Report a clogged storm drain or stormwater drainage problem in city streets at 503-823-1700 or firstname.lastname@example.org.
Why heavy rains are a threat to Portland
During heavy rainfall and when the National Weather Service issues a flood watch for northwest Oregon, the Portland Bureau of Transportation (PBOT) prepares for a bureau-wide response. Crews keep a watchful eye on water levels in creeks and rivers, monitor road conditions, and perform routine maintenance operations to lessen street flooding. Crews monitor and clean catch basins, culverts, trash racks, and ditches to help prevent street flooding, property damage, and road hazards. The primary conditions of concern are:
- Street flooding due to clogged catch basins (grated storm drains);
- Street flooding due to overloaded sumps in saturated ground;
- Street flooding due to blocked ditches, trash racks, and culverts;
- Flooding of Johnson Creek and Fanno Creek; and
- Landslides, mudslides, rockslides, and debris slides.
Managing stormwater runoff
The federal Clean Water Act, Safe Drinking Water Act, and Endangered Species Act direct the City of Portland to improve stormwater quality and protect watersheds, rivers, streams and drinking water resources.
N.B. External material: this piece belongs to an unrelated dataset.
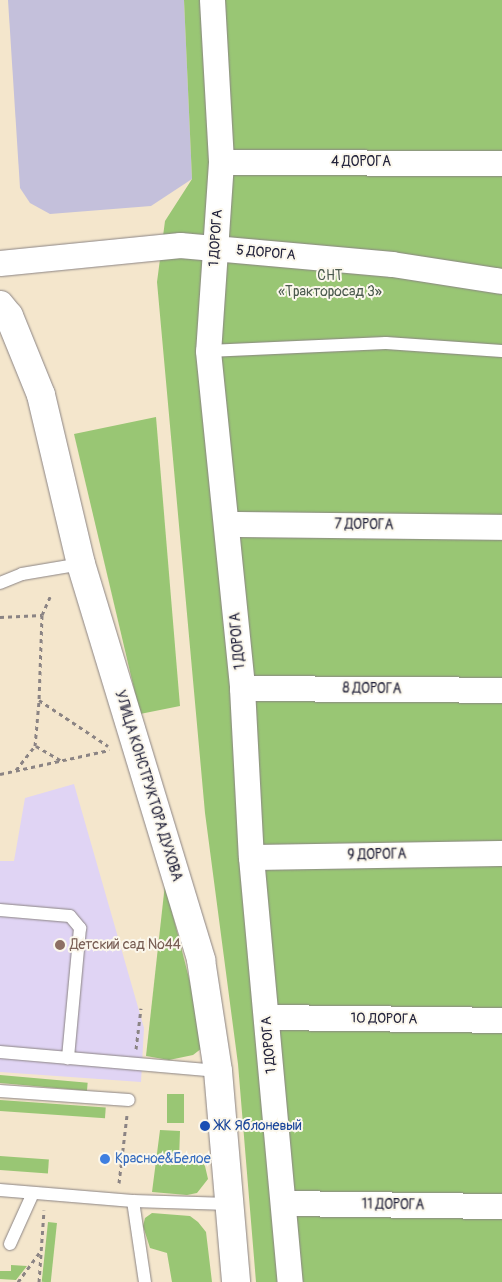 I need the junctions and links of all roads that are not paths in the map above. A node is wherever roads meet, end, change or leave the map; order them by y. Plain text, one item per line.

PBOT is responsible for maintaining catch basins and responding to street flooding and other safety concerns. The infrastructure includes 456 miles of stormwater sewer pipe, 878 miles of combined sewer pipe (carries stormwater and sewage), 58,000 catch basins, 9,000 sumps, and 4,700 miles of streets. PBOT also maintains 351 trash racks, 141 miles of ditches, and 23 miles of culverts.
Catch basins are the grated storm drains that you see on almost every street corner. They are storm sewer inlets - typically located next to street curbs - that are the entryway from our streets to our sewer system or stormwater facilities and represent the first step in stormwater collection and disposal. On rainy days, rainwater and anything else on the streets enter catch basins.
Catch basins have grids to prevent large objects from falling into the sewer system. However, the bars are fairly widely spaced so that the flow of water is not blocked. Consequently, many objects fall through. When catch basins get clogged with recently fallen leaves and debris, water can no longer be drained from the street. Water ponds along streets and can flood intersections and homes.
For many areas east of the Willamette River, sumps are the only form of stormwater management available because there are no piped systems. The city's 9,000 sumps are like large holding tanks below ground that collect stormwater and discharge it into the soil. Measuring four feet in diameter and 30 feet deep, sumps keep stormwater out of sewers and reduce its discharge to rivers and streams. Street runoff flows into manholes that trap sediment and pollutants. The stormwater then flows into sumps and infiltrates into the ground. When sumps become overloaded, the water that drains to them has no other place to go, so the result can be localized street flooding. With steady rainfall that saturates the ground, it takes longer for them to drain.
Water is the most common cause of unstable slopes, landslides, and erosion. If you live on a hill, inspect your home drainage system and property for indicators of a possible landslide. Be alert to signs of earth movement and water below ground; i.e. a cracked foundation, new cracks or bulges in the ground or pavement, a leaning structure or tree, a broken water line, or a soggy or spongy patch of ground that doesn't dry out. Call a soils engineer to evaluate the situation if you are concerned about a possible landslide.